On sent au ton de sa voix que cette bonne femme a donné des ordres à des sous-fifres toute sa vie. Le genre de femme à pondre des gosses pour les faire élever par une nounou sous-payée pendant qu’elle consacre tout son temps à développer le site internet de sa société pourrie de vente à domicile. Je remarque une alliance en or à son annulaire et mon esprit farceur s’amuse à imaginer le pauvre type qui l’a épousée. Il n’a pas dû la baiser depuis des années ; ses couilles réduites à l’état de cacahuètes sous le pesant fardeau d’une castration mentale quotidienne. Je me dis que ça la décoincerait un peu si le braqueur claquait un boulon et se mettait à la violer devant l’assistance, en levrette, la tête enfoncée bien profond dans le rayon charcuterie.
Mais ça ne serait pas dans mon intérêt.
La seule chose que je souhaite en vérité, c’est me tirer d’ici avant que les flics ne débarquent avec leur lot de questions gênantes.
Le braqueur ramasse le sac à main de marque à ses pieds, farfouille dedans, et en sort une liasse de billets bien grasse qu’il fourre illico dans sa poche. Il nous observe un par un, avec le même air inspiré qu’un général détaillant ses troupes dans un vieux film de guerre.
— Sortez-moi tous votre fric ! il hurle soudain en agitant son revolver. Tout ce que vous avez sur vous ! Plus vite que ça ! Vous croyez que j’ai que ça à foutre ! Ma fille doit être en train de m’attendre à la sortie de son école à l’heure qu’il est !
Tout le monde s’empresse de fouiller dans ses poches. Je les imite. Dans la poche de mon imper, mes doigts rencontrent le manche lisse de mon couteau à cran d’arrêt. Je décide de le laisser là où il est pour l’instant, et j’attrape le portefeuille en cuir à la place.
Le bandit casqué récupère un sac plastique et entame sa tournée. Il commence par le jeune punk qui lui fait don d’une poignée de pièces jaunes qu’il a dû grappiller à de bons samaritains au gré de ses pérégrinations alcoolisées. Le gros moustachu ne donne pas beaucoup plus. Il croise le regard mauvais du malfrat et dit :
— Eh, j’roule pas sur l’or ! J’suis dans l’bâtiment, j’gagne une misère. C’est tout c’que j’ai m’sieur.

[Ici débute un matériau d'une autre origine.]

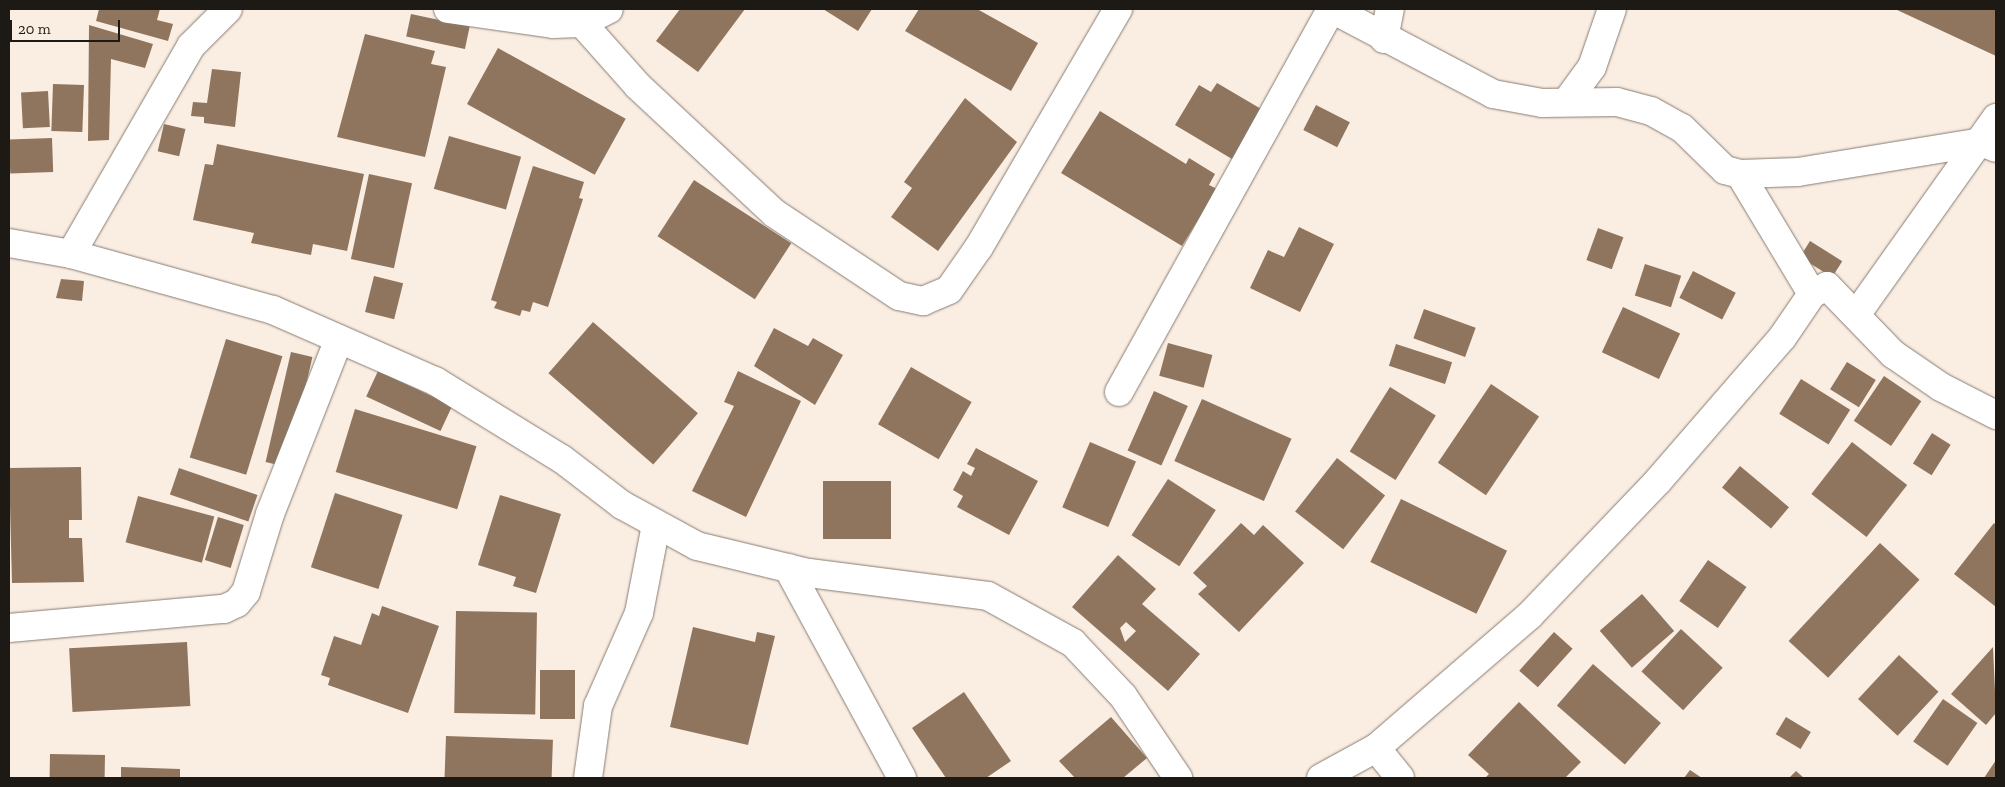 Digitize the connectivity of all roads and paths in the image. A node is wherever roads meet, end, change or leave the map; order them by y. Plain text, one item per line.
1 (228, 9) edge
2 (448, 9) edge
3 (610, 9) edge
4 (1118, 9) edge
5 (1331, 9) edge
6 (1390, 9) edge
7 (1612, 9) edge
8 (582, 23) junction
9 (1384, 39) junction
10 (1567, 101) junction
11 (1996, 118) edge
12 (1989, 146) edge
13 (1740, 174) junction
14 (9, 243) edge
15 (71, 254) junction
16 (1812, 294) junction
17 (1856, 315) junction
18 (339, 339) junction
19 (1118, 392) dead end
20 (1996, 415) edge
21 (656, 525) junction
22 (788, 568) junction
23 (9, 628) edge
24 (1376, 748) junction
25 (588, 778) edge
26 (902, 778) edge
27 (1178, 778) edge
28 (1321, 778) edge
29 (1400, 778) edge

1 - 15 street
2 - 8 street
3 - 8 street
4 - 8 street
5 - 9 street
5 - 19 street
6 - 9 street
7 - 10 street
9 - 10 street
10 - 13 street
11 - 12 street
12 - 13 street
12 - 17 street
13 - 16 street
14 - 15 street
15 - 18 street
16 - 17 street
16 - 24 street
17 - 20 street
18 - 21 street
18 - 23 street
21 - 22 street
21 - 25 street
22 - 26 street
22 - 27 street
24 - 28 street
24 - 29 street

— Bande de ratés, dit le braqueur, vous êtes tous des ratés ! Des bons à rien !
Voyant le malfaiteur s’approche d’elle, la vieille se cramponne à son cabas.
— C’est pas les terroristes qui vont faire la loi ici ! Vous n’aurez pas un centime de ma poche, c’est moi qui vous le dis.
— Vieille conne ! répond le braqueur en bataillant pour lui arracher son précieux cabas. Donne-moi ça bordel !
En attendant mon tour, je commence à me rendre compte de la consistance poisseuse de la merde dans laquelle je me suis englué. S’il m’ordonne d’ouvrir mon sac de sport et qu’il voit ce qu’il contient, je suis foutu. À ce moment, je maudis la sensation de soif qui m’a traîné dans cette supérette et qui risque bien de me traîner autre part. En prison par exemple, ou dans les couloirs aseptisés d’un hôpital psychiatrique, le cul à l’air et la bave aux lèvres, métamorphosé en bout de viande docile par une ribambelle de médocs colorés. À choisir, je préfèrerais encore la peine de mort. Dommage qu’elle n’existe plus en France.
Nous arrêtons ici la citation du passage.